A Bill proposed by the UP govt will let schools charge whatever fee they want!
Welcome To CitySpidey


A Bill proposed by the UP govt will let schools charge whatever fee they want!

And parents are livid! Find out what they are saying. 

A Bill proposed by the UP govt will let schools charge whatever fee they want! Parents of Ghaziabad schoolchildren at a news conference on Sunday

After angering flatbuyers with its sub-par Real Estate Regulatory Bill, the UP government has now rubbed unhappy parents of school kids the wrong way with its draft of the Uttar Pradesh SeIf-Financed Independent Schools (Regulation of Fees) Bill, 2017.

The state department of secondary education on December 8 released a draft of the proposed Bill on its website. However, it has faced stiff opposition since from parents in Ghaziabad, who say that the 12-page document is drafted in a way that favours schools and not parents, giving undue advantage to the former in deciding whatever school fees they deem necessary.

Speaking to City Spidey, parents pointed out a host of issues in the Bill that went against the interest of parents.

  • 1. Freedom to schools to decide fee structure: The proposed Bill gives freedom to schools to determine fee structures on their own, depending on their individual expenses for providing services and facilities to schoolchildren. While asking for a fee regulatory body to monitor the fees demanded by schools, parents also wanted the process of determining fees and the usage of funds thus collected to be kept transparent.
  • 2. Collection and usage of development charges: The schools can charge a maximum development fee of l5 per cent of the total charges collected from parents. But the Bill further says that the development funds can also be utilised for the setting up of new branches of the school or a new school under the same management. Parents question why they should be paying for new branches or new schools of the management.
  • 3. Formation of committees to monitor schools: Parents said they had asked for the creation of a state-level committee that would monitor the zonal committee, which in turn would monitor the district-level committee. While the zonal committee is already in place, there was no mention in the Bill of either the state- or the district-level committee. Parents said that in the absence of these monitoring committees, there would be no uniformity in school policies in different zones.
  • 4. Appointment of any parent-teacher association president as a member of the zonal committee: According to the proposed Bill, the president of any parent-teacher association of any school in the district may be nominated by the divisional commissioner (chairman of the committee) as a member of the zonal committee. Parents alleged that most of the heads of these associations are hand-in-glove with school administrations and hence often inclined to favour schools over parents.
  • 5. No mention of security regulations for children on school premises: Parents said they had asked for safety and security regulations of children while on school premises, but the proposed Bill made no mention of any such regulation. They said given the Armaan Sehgal and Pradyuman Thakur cases, schools should be taking the issue of security very seriously.
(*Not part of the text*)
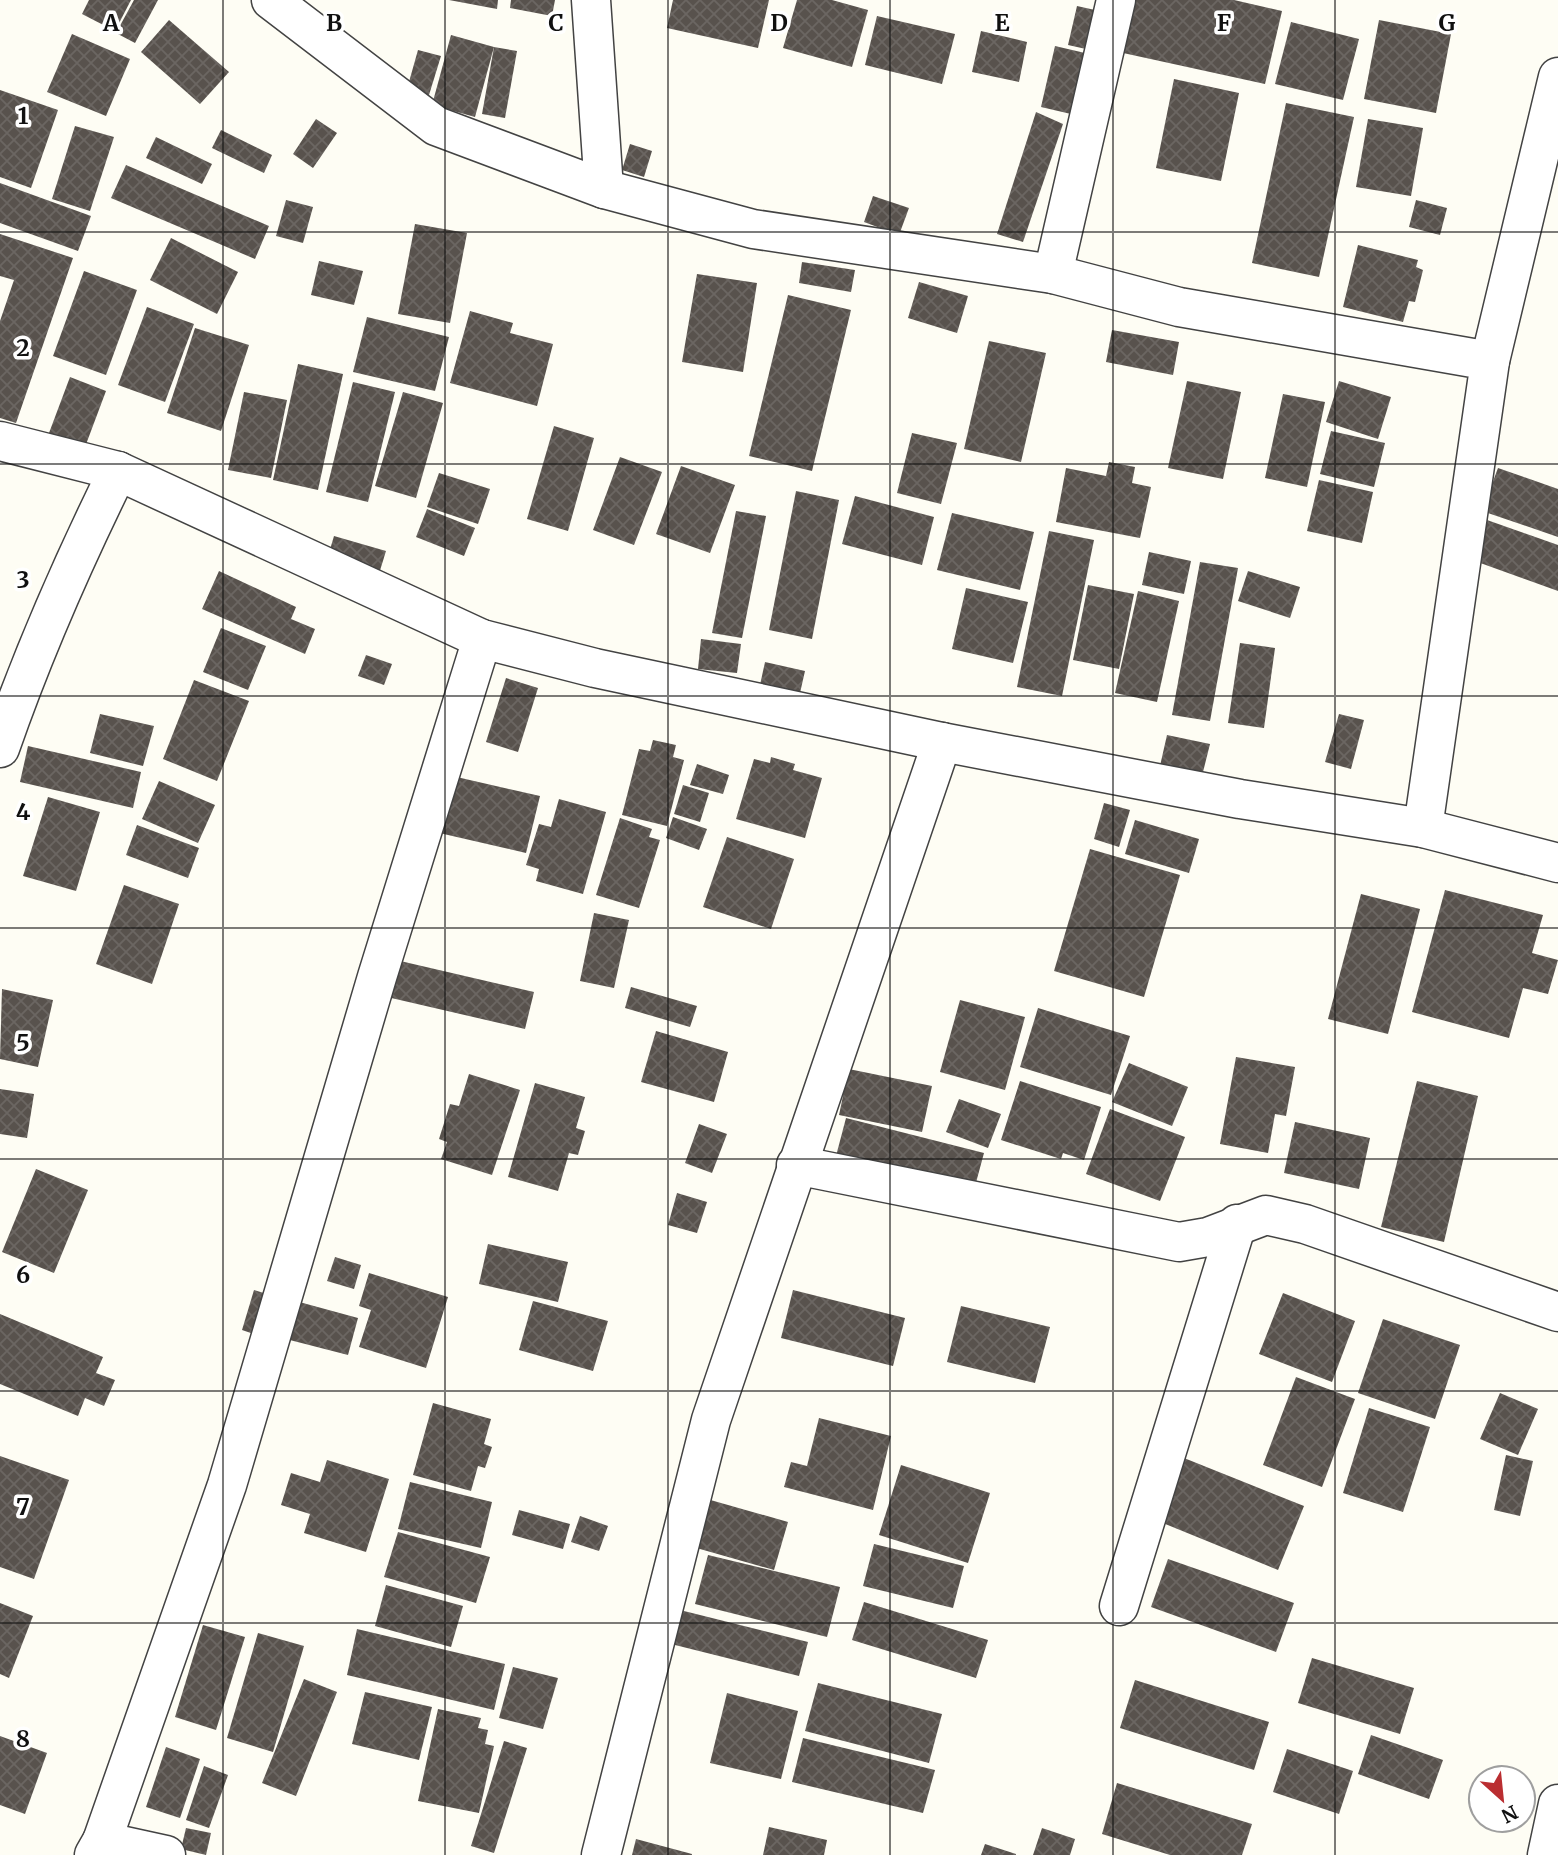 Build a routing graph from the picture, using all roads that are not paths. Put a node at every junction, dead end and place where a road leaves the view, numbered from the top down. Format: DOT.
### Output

Parents and related associations have been holding protests and demonstrations against the high-handedness of private schools for a long time. Their main issues are exorbitant fees being charged under unexplained heads such as annual and development charges. However, this proposed Bill has caused renewed commotion among parent circles.

Speaking to City Spidey, Neeraj Bhatnagar, spokesperson of Ghaziabad Parents’ Association, said that although they had held several meetings with state authorities and sent them their recommendations for the Bill, none of it had been implemented. “After being so hopeful about strict steps being taken by the state government in favour of parents, we have received a set of rules that will further encourage — even legalise — the high-handedness of private schools. The Bill is completely against the welfare of parents,” he added.

Similar views were shared by Shivani Jain, president of All Schools’ Parents’ Association (ASPA). She said the association was already preparing a set of objections to be submitted to the government soon. “In case this Bill is passed, we are going to challenge it in court,” Jain added.

Moreover, parents have planned to conduct a protest march in the city this Sunday, December 17.